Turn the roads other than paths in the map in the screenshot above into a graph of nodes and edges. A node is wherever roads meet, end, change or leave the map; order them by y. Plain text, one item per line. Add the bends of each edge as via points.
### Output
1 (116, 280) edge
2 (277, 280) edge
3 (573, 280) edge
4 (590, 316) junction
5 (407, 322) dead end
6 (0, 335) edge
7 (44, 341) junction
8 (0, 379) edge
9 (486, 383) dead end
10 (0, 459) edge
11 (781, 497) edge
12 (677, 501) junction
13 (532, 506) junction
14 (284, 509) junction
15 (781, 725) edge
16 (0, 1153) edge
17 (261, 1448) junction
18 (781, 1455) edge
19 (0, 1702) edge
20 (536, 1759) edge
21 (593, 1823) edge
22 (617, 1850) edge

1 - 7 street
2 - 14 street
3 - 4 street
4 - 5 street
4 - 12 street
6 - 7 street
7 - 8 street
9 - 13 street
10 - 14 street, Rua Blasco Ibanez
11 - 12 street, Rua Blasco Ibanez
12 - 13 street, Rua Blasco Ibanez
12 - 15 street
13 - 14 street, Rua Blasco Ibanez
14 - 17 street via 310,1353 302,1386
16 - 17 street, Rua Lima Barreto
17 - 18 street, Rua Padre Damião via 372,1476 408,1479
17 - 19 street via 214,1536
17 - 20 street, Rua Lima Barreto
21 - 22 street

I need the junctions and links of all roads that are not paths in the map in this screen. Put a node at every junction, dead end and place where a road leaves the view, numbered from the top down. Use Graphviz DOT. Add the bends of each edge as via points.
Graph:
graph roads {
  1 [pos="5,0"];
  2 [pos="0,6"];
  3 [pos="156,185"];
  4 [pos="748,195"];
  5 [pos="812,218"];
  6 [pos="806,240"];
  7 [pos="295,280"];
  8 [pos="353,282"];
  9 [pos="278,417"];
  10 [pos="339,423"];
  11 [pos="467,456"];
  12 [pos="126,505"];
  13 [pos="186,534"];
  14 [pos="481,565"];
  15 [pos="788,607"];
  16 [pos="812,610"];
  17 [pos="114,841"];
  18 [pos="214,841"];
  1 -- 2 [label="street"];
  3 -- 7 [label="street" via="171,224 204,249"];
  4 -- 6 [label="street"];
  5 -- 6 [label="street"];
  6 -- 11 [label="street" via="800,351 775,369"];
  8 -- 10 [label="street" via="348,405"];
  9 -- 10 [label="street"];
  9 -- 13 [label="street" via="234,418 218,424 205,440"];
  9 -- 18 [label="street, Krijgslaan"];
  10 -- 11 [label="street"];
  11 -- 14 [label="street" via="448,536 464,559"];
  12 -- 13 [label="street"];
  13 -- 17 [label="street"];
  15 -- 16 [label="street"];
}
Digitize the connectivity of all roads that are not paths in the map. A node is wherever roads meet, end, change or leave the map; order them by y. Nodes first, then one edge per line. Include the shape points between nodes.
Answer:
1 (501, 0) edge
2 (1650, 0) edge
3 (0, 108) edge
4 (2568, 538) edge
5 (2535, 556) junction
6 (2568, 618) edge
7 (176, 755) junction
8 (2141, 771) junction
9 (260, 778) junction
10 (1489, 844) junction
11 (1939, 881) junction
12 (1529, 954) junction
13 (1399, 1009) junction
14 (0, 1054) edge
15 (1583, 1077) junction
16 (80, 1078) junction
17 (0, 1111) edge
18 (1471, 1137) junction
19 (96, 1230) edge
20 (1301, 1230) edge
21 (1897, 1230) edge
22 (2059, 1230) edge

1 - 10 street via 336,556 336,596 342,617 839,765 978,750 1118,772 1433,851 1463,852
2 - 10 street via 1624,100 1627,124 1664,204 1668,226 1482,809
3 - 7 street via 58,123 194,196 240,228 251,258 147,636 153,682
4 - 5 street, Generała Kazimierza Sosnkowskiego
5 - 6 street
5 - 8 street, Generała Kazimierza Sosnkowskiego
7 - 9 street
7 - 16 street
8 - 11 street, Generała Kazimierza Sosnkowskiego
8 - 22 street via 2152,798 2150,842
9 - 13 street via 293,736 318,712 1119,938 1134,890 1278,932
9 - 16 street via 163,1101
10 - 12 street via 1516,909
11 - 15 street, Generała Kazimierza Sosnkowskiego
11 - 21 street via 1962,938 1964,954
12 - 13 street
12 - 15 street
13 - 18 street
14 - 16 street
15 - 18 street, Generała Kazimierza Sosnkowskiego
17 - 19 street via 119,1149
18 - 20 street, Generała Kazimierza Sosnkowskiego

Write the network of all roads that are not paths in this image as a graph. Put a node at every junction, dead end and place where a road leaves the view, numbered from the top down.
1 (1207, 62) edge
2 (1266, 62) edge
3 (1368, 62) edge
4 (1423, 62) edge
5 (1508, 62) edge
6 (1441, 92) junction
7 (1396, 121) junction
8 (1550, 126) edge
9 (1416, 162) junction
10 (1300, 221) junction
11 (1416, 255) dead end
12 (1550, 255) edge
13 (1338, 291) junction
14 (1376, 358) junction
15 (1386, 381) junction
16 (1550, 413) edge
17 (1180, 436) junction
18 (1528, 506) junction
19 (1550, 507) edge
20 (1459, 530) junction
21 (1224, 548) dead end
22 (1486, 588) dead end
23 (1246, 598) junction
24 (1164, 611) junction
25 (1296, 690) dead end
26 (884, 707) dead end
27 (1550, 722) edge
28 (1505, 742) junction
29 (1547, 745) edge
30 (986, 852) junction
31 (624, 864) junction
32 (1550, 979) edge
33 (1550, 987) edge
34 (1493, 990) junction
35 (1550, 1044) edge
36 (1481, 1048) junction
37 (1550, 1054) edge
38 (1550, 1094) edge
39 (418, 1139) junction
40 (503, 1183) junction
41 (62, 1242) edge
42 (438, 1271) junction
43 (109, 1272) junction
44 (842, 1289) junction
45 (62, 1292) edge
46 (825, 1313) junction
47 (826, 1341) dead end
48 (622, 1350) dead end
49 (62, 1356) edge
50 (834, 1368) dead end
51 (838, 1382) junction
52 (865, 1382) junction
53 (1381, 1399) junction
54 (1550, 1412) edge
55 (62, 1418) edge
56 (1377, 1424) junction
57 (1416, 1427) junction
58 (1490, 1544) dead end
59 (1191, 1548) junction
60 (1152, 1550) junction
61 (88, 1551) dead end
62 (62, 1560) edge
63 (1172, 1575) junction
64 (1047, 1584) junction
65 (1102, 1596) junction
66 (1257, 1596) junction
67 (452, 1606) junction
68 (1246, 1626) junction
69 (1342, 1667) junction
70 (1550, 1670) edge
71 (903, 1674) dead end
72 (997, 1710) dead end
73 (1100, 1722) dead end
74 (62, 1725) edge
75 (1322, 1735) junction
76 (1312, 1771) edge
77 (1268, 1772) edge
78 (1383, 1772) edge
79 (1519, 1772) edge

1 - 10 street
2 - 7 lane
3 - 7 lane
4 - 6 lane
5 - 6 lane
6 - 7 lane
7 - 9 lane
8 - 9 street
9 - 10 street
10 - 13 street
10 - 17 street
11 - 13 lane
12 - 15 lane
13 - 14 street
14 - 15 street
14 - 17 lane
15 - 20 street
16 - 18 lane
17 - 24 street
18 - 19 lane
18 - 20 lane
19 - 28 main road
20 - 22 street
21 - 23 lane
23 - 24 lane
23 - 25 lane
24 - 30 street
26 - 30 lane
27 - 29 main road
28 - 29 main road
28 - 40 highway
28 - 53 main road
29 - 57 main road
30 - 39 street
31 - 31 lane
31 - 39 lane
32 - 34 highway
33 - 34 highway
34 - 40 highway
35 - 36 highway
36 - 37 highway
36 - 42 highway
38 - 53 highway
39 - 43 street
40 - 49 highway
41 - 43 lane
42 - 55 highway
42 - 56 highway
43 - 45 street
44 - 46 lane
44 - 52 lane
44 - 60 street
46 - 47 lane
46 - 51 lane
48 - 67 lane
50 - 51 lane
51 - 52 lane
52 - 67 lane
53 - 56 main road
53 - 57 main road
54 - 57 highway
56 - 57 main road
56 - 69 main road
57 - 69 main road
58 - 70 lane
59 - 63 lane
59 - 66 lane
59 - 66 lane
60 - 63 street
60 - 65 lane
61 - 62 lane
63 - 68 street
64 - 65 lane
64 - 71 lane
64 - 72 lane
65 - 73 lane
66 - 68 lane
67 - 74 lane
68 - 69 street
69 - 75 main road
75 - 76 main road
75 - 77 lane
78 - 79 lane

........

▶ _Your assignment_
Pick out, from the lines above, every one that contains the string "Generała".

▶ _Written response_
4 - 5 street, Generała Kazimierza Sosnkowskiego
5 - 8 street, Generała Kazimierza Sosnkowskiego
8 - 11 street, Generała Kazimierza Sosnkowskiego
11 - 15 street, Generała Kazimierza Sosnkowskiego
15 - 18 street, Generała Kazimierza Sosnkowskiego
18 - 20 street, Generała Kazimierza Sosnkowskiego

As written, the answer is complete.